::: MATERIAL FOR THIS TASK

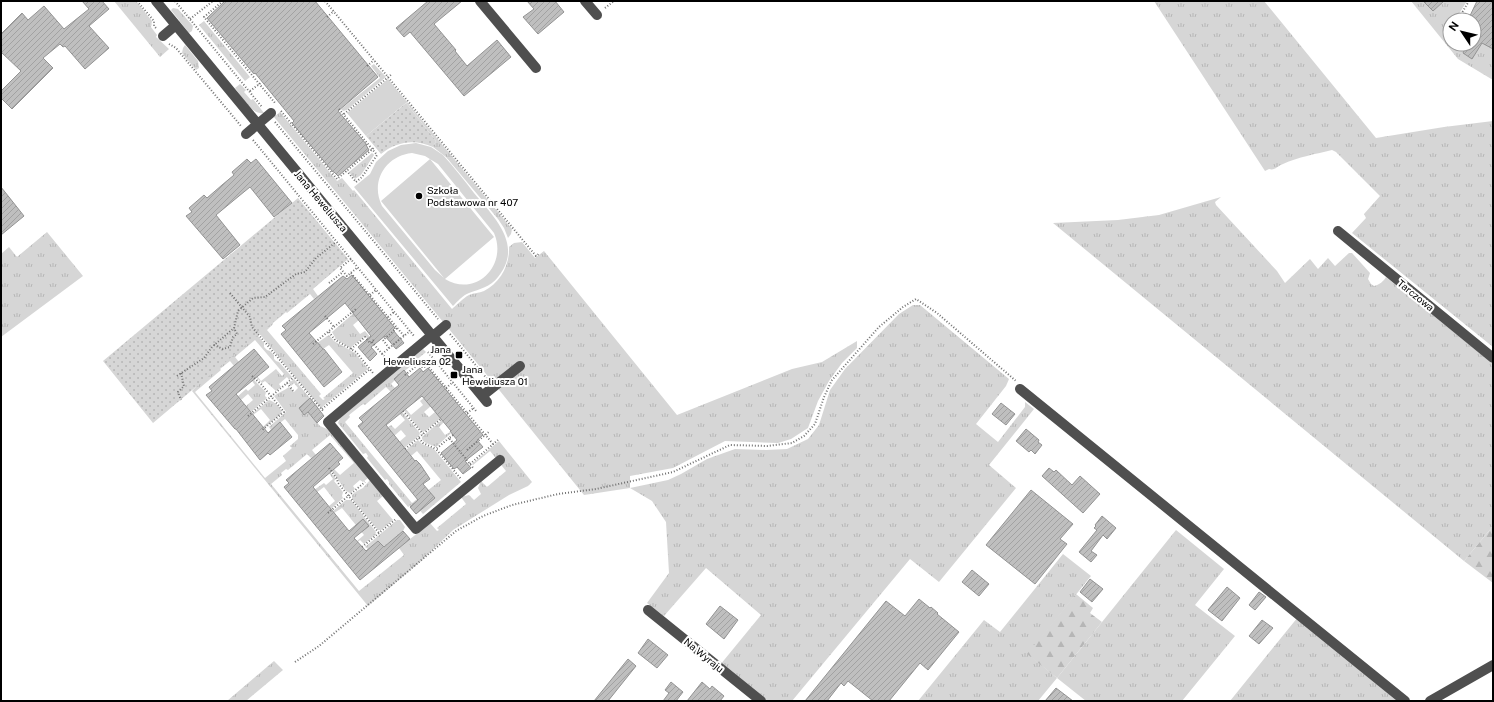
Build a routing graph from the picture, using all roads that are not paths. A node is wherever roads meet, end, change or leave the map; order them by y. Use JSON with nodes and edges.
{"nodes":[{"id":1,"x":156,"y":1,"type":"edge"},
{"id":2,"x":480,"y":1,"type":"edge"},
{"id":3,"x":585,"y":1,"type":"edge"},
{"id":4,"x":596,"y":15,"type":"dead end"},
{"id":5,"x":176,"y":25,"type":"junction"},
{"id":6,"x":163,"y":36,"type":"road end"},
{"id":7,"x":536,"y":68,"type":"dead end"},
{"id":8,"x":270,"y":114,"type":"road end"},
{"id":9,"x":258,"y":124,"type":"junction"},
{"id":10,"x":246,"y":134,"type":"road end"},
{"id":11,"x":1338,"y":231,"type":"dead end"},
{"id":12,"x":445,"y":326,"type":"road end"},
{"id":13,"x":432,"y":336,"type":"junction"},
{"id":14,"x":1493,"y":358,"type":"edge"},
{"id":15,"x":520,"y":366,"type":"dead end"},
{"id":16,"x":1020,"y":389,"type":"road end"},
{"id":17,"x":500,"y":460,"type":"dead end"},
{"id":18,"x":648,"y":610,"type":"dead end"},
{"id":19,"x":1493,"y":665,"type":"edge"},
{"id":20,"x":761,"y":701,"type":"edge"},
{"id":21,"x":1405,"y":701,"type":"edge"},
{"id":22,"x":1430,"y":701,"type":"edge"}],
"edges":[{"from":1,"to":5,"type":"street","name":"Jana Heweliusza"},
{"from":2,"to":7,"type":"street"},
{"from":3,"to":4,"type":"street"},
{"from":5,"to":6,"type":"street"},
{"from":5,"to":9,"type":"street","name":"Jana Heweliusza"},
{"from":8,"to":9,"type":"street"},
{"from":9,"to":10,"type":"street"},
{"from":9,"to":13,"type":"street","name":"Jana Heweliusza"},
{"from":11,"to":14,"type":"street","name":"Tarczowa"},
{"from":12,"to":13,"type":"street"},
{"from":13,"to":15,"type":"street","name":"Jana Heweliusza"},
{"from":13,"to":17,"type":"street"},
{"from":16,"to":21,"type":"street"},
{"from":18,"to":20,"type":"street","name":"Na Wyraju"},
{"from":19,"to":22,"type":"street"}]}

::::::

● WORK INSTRUCTIONS
For each line in the records that contains the word "dead", make a copy.

● OUTPUT FOR THIS EXERCISE
{"id":4,"x":596,"y":15,"type":"dead end"},
{"id":7,"x":536,"y":68,"type":"dead end"},
{"id":11,"x":1338,"y":231,"type":"dead end"},
{"id":15,"x":520,"y":366,"type":"dead end"},
{"id":17,"x":500,"y":460,"type":"dead end"},
{"id":18,"x":648,"y":610,"type":"dead end"},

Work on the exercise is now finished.